Print

The pirate business model

We missed this earlier in the month, but it’s definitely worth ‘flagging up’ to readers as it was being pinged around Citi emails on Wednesday.

UN Dispatch, a site dedicated to providing commentary and coverage on the UN and UN-related issues, found the following account of the pirate business model tucked away in annex of the UN’s latest report on Somalia.

It goes something like this (page 99, for those interested):

Piracy business model

The typical piracy ‘business model’ has evolved since the Monitoring Group’s December 2008 report (S/2008/769). The success and expansion of pirate militias has necessitated new organizational arrangements and practices.

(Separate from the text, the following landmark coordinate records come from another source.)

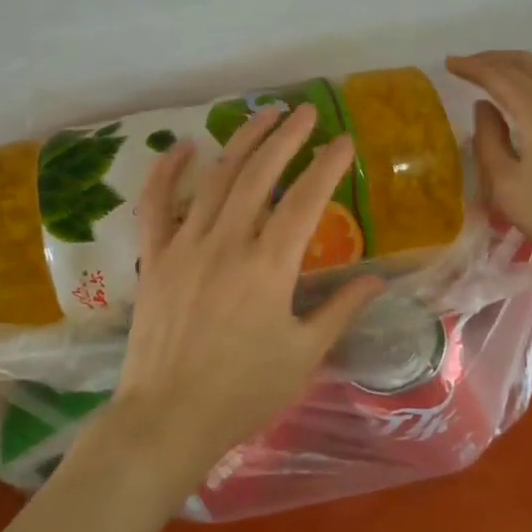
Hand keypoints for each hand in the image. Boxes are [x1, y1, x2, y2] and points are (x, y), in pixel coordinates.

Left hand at [97, 103, 385, 498]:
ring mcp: (185, 245)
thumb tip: (376, 281)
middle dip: (286, 137)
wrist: (167, 420)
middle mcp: (227, 243)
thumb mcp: (303, 355)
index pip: (306, 200)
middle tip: (306, 111)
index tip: (345, 141)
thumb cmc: (243, 393)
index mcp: (269, 266)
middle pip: (260, 174)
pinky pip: (156, 204)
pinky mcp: (154, 257)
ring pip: (216, 178)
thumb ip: (340, 311)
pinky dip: (167, 171)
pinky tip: (185, 146)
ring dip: (241, 141)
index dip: (328, 165)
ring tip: (263, 114)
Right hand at [446, 51, 531, 297]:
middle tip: (471, 64)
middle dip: (496, 58)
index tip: (450, 63)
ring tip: (502, 72)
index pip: (499, 75)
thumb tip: (484, 108)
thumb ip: (489, 141)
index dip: (472, 67)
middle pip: (528, 62)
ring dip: (522, 64)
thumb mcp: (507, 187)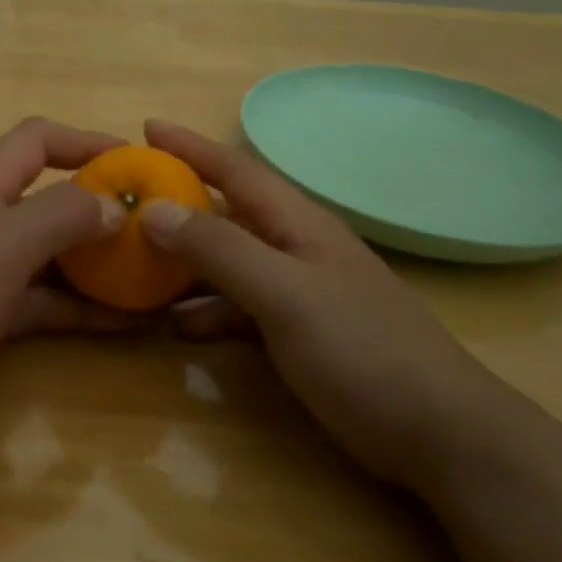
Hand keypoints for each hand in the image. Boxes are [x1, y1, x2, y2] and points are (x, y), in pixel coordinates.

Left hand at [0, 117, 132, 439]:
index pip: (38, 141)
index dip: (86, 141)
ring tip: (158, 280)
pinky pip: (48, 306)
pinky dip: (84, 311)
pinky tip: (127, 325)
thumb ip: (59, 218)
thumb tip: (114, 204)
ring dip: (103, 267)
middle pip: (55, 201)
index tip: (138, 162)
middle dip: (105, 209)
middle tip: (160, 231)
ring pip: (57, 259)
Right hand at [137, 120, 513, 484]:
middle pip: (227, 215)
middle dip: (177, 207)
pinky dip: (207, 313)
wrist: (438, 432)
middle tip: (124, 209)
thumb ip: (220, 250)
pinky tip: (178, 329)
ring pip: (229, 265)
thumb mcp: (285, 295)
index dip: (191, 147)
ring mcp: (299, 294)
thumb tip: (154, 209)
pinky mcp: (299, 335)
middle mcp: (296, 250)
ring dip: (184, 266)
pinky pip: (240, 310)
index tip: (146, 128)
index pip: (236, 170)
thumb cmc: (362, 351)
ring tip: (133, 272)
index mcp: (298, 225)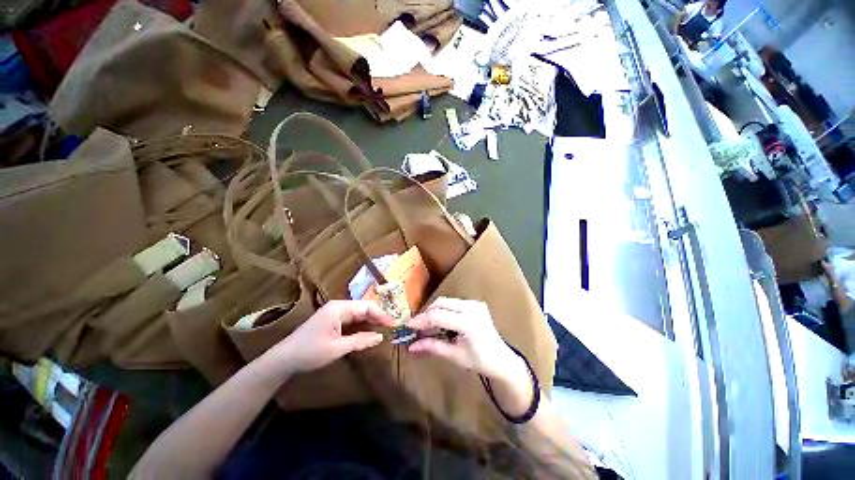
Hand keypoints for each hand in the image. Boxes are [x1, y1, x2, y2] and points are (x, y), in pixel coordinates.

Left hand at [268, 300, 392, 374]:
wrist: (284, 359)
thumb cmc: (310, 352)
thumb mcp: (337, 348)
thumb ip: (360, 340)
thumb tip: (380, 337)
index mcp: (339, 308)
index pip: (366, 307)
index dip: (381, 314)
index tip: (394, 324)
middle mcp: (338, 306)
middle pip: (363, 308)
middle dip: (378, 316)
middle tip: (391, 326)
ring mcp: (335, 312)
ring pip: (358, 313)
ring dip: (371, 320)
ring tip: (384, 328)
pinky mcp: (332, 320)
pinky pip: (352, 319)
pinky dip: (362, 324)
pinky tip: (369, 330)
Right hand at [407, 297, 532, 415]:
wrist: (502, 358)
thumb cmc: (479, 361)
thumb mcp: (454, 356)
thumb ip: (433, 347)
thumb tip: (411, 346)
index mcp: (468, 322)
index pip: (438, 316)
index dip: (421, 320)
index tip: (408, 326)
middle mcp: (472, 308)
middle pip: (441, 303)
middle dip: (427, 314)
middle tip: (417, 327)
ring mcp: (475, 303)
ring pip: (446, 301)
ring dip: (434, 311)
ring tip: (428, 326)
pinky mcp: (475, 303)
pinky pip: (453, 303)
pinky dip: (444, 310)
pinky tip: (441, 322)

Although leadership of pirate networks remains anchored in Puntland and central Somalia, participation in maritime militias and investment in pirate operations is open to a broad cross-section of Somali society. The refined business model guarantees every participant in the operation, if successful, a well-defined percentage or share of the ransom money.

A basic piracy operation requires a minimum eight to twelve militia prepared to stay at sea for extended periods of time, in the hopes of hijacking a passing vessel.

Each team requires a minimum of two attack skiffs, weapons, equipment, provisions, fuel and preferably a supply boat.

The costs of the operation are usually borne by investors, some of whom may also be pirates.

To be eligible for employment as a pirate, a volunteer should already possess a firearm for use in the operation. For this ‘contribution’, he receives a ‘class A’ share of any profit. Pirates who provide a skiff or a heavier firearm, like an RPG or a general purpose machine gun, may be entitled to an additional A-share.

The first pirate to board a vessel may also be entitled to an extra A-share. At least 12 other volunteers are recruited as militiamen to provide protection on land if a ship is hijacked, In addition, each member of the pirate team may bring a partner or relative to be part of this land-based force.

Militiamen must possess their own weapon, and receive a ‘class B’ share — usually a fixed amount equivalent to approximately US$15,000. If a ship is successfully hijacked and brought to anchor, the pirates and the militiamen require food, drink, qaad, fresh clothes, cell phones, air time, etc.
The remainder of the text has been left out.